SUMMARY: A written version of the testimony delivered by the leader of the Boston progressive talk radio group at the FCC hearing in Portland, ME, on June 28, 2007.
(Please see Little Miss Sunshine at the FCC Hearing for background.)
FCC Hearing
Portland, ME
June 28, 2007
Good evening... I'm here from Massachusetts to testify, as this is the only FCC hearing scheduled in New England.
As happened similarly, more recently, here in Maine, on December 21, 2006, our only Boston all-Progressive-Talk-stations (two simulcasting Clear Channel AM stations, WKOX and WXKS) were suddenly cancelled, without warning. In Boston, which is about 70% liberal, there are numerous right wing conservative talk stations, programs with centrist talk, but no progressive talk. Does this serve our local and public interest?
I would like to present the Commissioners with a copy of our petition with more than 2400 signatures and comments that illustrate that indeed there is an enthusiastic audience and willing advertisers for progressive talk despite being told the opposite. It is not surprising that there was little local advertising on the stations. We've heard from local businesses that tried to advertise only to have their calls ignored or refused. Station management admitted they had no interest in local advertisers; they preferred to sell one package to national advertisers for large numbers of their stations at the same time. A group of active listeners is currently working to get a progressive talk station back on the airwaves.
There are six large media companies who own virtually all of the stations in Boston. The few remaining privately owned stations are mostly on the auction block, feeling squeezed by ever-spiraling costs and fees continually being driven upward by the big corporations. Additionally, many of the large radio corporations who own the conservative programming they broadcast would be reluctant to compete with their own programming so would naturally act to protect their own market shares. Does this serve our local and public interest?
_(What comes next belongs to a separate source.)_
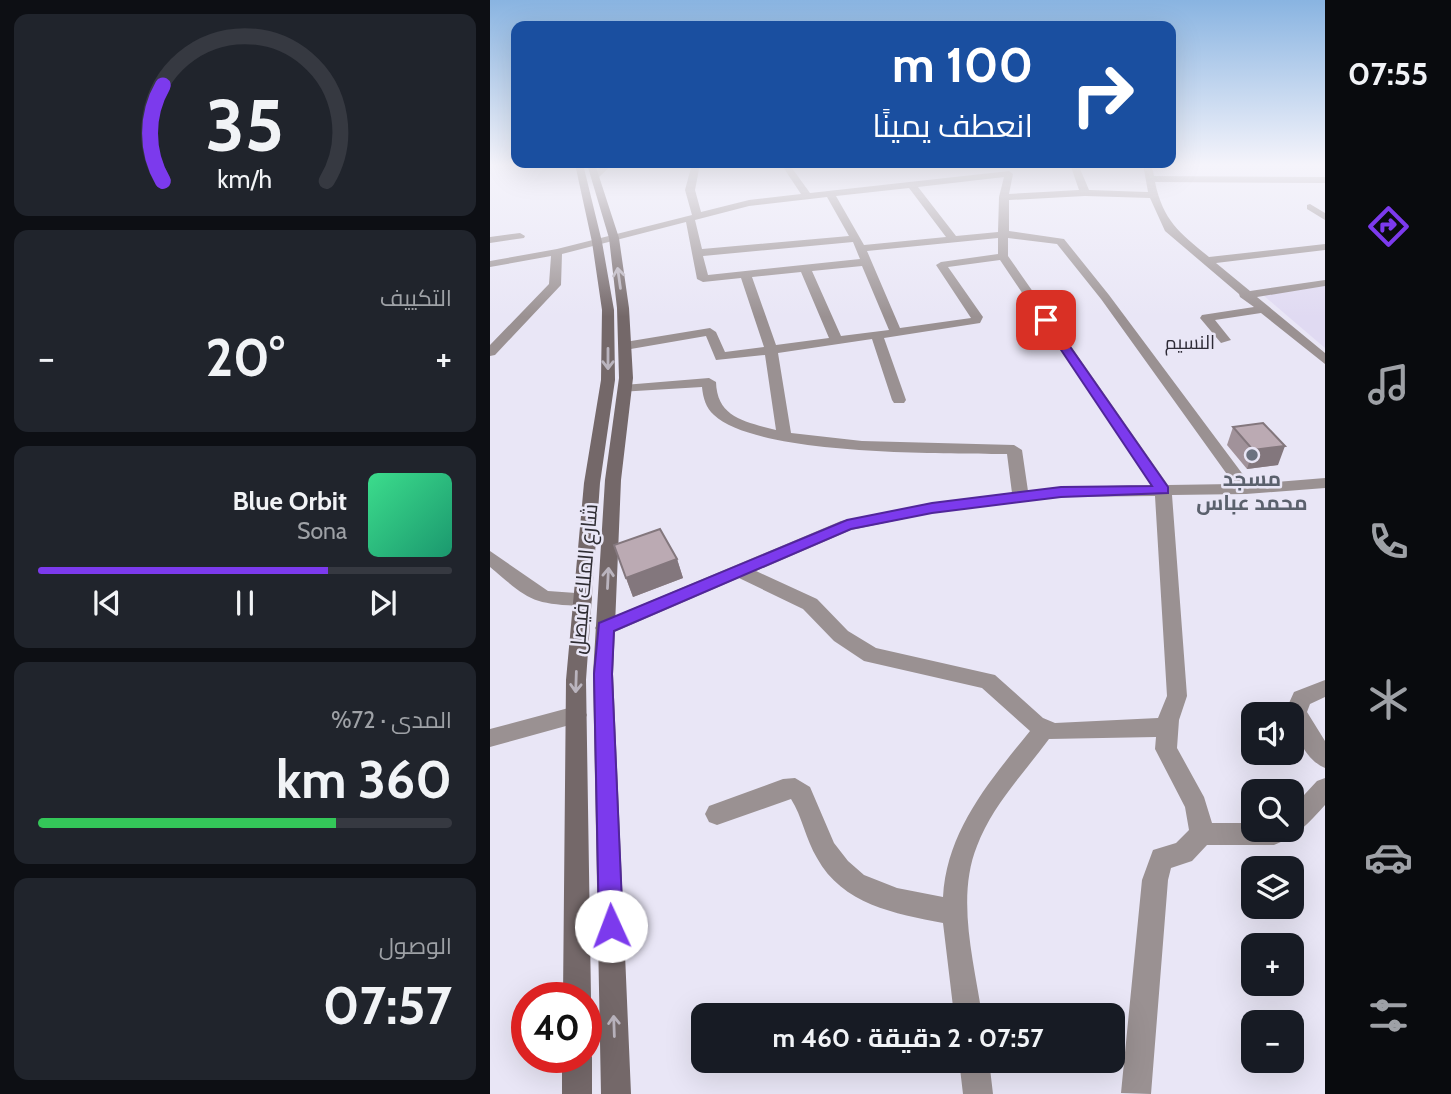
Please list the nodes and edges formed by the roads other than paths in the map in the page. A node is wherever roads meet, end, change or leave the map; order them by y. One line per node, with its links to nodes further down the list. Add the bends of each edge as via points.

Many corporate media giants look to make short-term profits, running stations by satellite feed from a closet with virtually no local personnel at the expense of local, independent programming. Does this serve our local and public interest?
Progressive programming is thriving across the country, where it gets a decent signal, includes local programming, is given adequate time to grow the audience, AND if it can find available stations to carry it.
We ask the FCC to:
1. Hold a similar FCC hearing in Boston.
2. Limit the number of stations and other media outlets a company can own in one market and roll back the consolidation caused by the 1996 Telecommunications Act.
3. Create incentives & protections to nurture more small, locally owned stations.
4. Prioritize enforcement of "serving the Public Interest" by allowing the public to be part of the licensing process and review renewals more frequently (every three years rather than the current eight years).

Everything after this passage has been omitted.